What's next for newly public BankMobile

BankMobile's recent debut on the New York Stock Exchange will give the digital bank more avenues to diversify beyond its core customer base of college students.

The newly publicly traded company, until recently a unit of Customers Bancorp in Wyomissing, Pa., has also been developing two other business models in recent years: selling banking as a service technology and providing bank products through employers to their staffs.

BankMobile is best known for disbursing financial aid refunds to college students on 722 campuses, which they can route to an existing bank account or to a BankMobile Vibe checking account. Through its banking-as-a-service platform, BankMobile is also behind T-Mobile’s T-Mobile Money checking account. BankMobile recently became part of a special-purpose acquisition company, or blank-check company, called Megalith Financial Acquisition Corp. On Jan. 6, BankMobile went public through a merger with Megalith and formed BM Technologies, which trades on the New York Stock Exchange.

BankMobile has sought to increase its white-label partnerships beyond T-Mobile in recent years and bolster its workplace banking program, and a public listing could help it achieve those goals.

“We’re excited for the opportunities that lie ahead as a publicly traded company,” said Luvleen Sidhu, BM Technologies' chief executive. “This gives us access to capital in ways we didn’t have before.”

Luvleen Sidhu, CEO of BM Technologies
Luvleen Sidhu, CEO of BM Technologies, hopes to raise BM's market cap up to $1 billion over the next few years, pull in a million accounts per year, and add one substantial partner per year to its white-label banking service.

Fintechs going public through blank-check companies could be part of a trend — the day after BankMobile closed its deal, Social Finance Inc., the online lender known as SoFi, announced that it would go public as part of a SPAC transaction. The ability to source capital outside venture funding could help fintechs diversify their product offerings and become more competitive with banks.

Customers' divestiture of BankMobile has been in the works for years. In August, the $18.8 billion-asset Customers announced that it had agreed to sell BankMobile Technologies to Megalith, which was formed in November 2017 to buy financial services and fintech companies. (Sam Sidhu, Luvleen’s brother and the chief operating officer at Customers Bank, was Megalith Financial's CEO; Jay Sidhu, Luvleen's father, and Sam Sidhu were beneficial owners.)

Stephen Greer, senior analyst at Celent, a research and advisory firm in Boston, said it will be easier for BankMobile to raise capital as a publicly traded company than directly through investors.

He says many challenger banks funnel their resources to customer acquisition, where the costs can be high, but stall at the next step: diversifying their products. Challenger banks need customers to be profitable but need a varied set of products to become viable.

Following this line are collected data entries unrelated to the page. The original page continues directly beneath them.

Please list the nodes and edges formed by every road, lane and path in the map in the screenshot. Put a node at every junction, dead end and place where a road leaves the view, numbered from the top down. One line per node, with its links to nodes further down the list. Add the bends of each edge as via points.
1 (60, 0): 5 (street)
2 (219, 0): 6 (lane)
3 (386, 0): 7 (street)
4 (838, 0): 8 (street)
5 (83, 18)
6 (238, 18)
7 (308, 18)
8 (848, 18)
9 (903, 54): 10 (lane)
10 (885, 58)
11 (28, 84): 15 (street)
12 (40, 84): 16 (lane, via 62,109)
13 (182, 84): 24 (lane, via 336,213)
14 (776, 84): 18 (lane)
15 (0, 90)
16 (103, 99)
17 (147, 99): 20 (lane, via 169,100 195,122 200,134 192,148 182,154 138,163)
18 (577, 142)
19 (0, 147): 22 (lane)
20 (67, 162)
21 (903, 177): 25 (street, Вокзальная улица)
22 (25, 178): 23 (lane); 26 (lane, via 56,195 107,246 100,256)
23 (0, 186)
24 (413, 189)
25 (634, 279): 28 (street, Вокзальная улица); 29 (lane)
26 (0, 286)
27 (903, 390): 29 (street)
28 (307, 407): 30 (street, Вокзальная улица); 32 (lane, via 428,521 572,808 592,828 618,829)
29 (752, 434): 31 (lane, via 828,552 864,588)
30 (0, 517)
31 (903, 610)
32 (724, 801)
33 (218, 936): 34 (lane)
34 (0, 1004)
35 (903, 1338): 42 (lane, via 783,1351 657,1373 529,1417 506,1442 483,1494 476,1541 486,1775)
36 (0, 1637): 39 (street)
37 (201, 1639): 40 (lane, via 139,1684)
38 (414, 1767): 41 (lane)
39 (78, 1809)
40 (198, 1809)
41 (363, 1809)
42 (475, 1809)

“You might have millions of customers, like many of the challengers do, but you might only be offering a debit card and spending account and trying to make money off of interchange,” Greer said. “That doesn’t leave you a lot of wiggle room to build on top of that and launch products in the consumer lending or investment space.”

In contrast, “BankMobile is a little past that in the sense it has been around for a while and its operating model is fairly mature,” he said. “Maybe this is a way for them to expand the possibilities for where they want to take the product and accessing additional capital they might not have been able to raise through traditional venture-backed sources.” Sidhu co-founded BankMobile with her father in 2014.

Sidhu declined to elaborate on how BM Technologies would use that capital to enhance its products, but she ticked off a number of goals for the upcoming year.

“Our vision for the next three to five years is that we build BM Technologies with a market cap of $500 million to $1 billion,” she said. “Our goal is to acquire a million accounts a year.”

Sidhu hopes to add one substantial partner a year to its white-label service, describing the ideal partner as a strong brand with a large customer base and a transactional relationship with its customers, where interjecting a bank account makes sense. BankMobile is also one of eight institutions that will be offering digital bank accounts in partnership with Google.

In an August interview, she pointed out that offering accounts through Google Pay could help raise BankMobile’s profile among its customers.

“For some of our students, it takes some time to even learn about BankMobile,” she said at the time. “But no doubt they have heard of Google.”

Sidhu is also focusing on BankMobile’s workplace banking division, which provides deposit accounts and credit products through companies to their employees, along with wellness-centric features including money management tools and financial coaching. This could include companies offering online payroll and human resources solutions providers, member benefits companies or any organization that wants to provide financial wellness perks.

In September, BankMobile announced its first partnership in this division, with BenefitHub, a provider of cloud-based employee and member benefit portals.

“We look forward to growing this third vertical in 2021,” Sidhu said.

She also foresees more fintechs going public, pointing to SoFi’s merger with Social Capital Hedosophia Holdings Corp. V, a blank-check company founded by former Facebook executive Chamath Palihapitiya.

“There will likely be other neobanking fintechs in the next year or two emulating the steps we’ve already taken,” Sidhu said.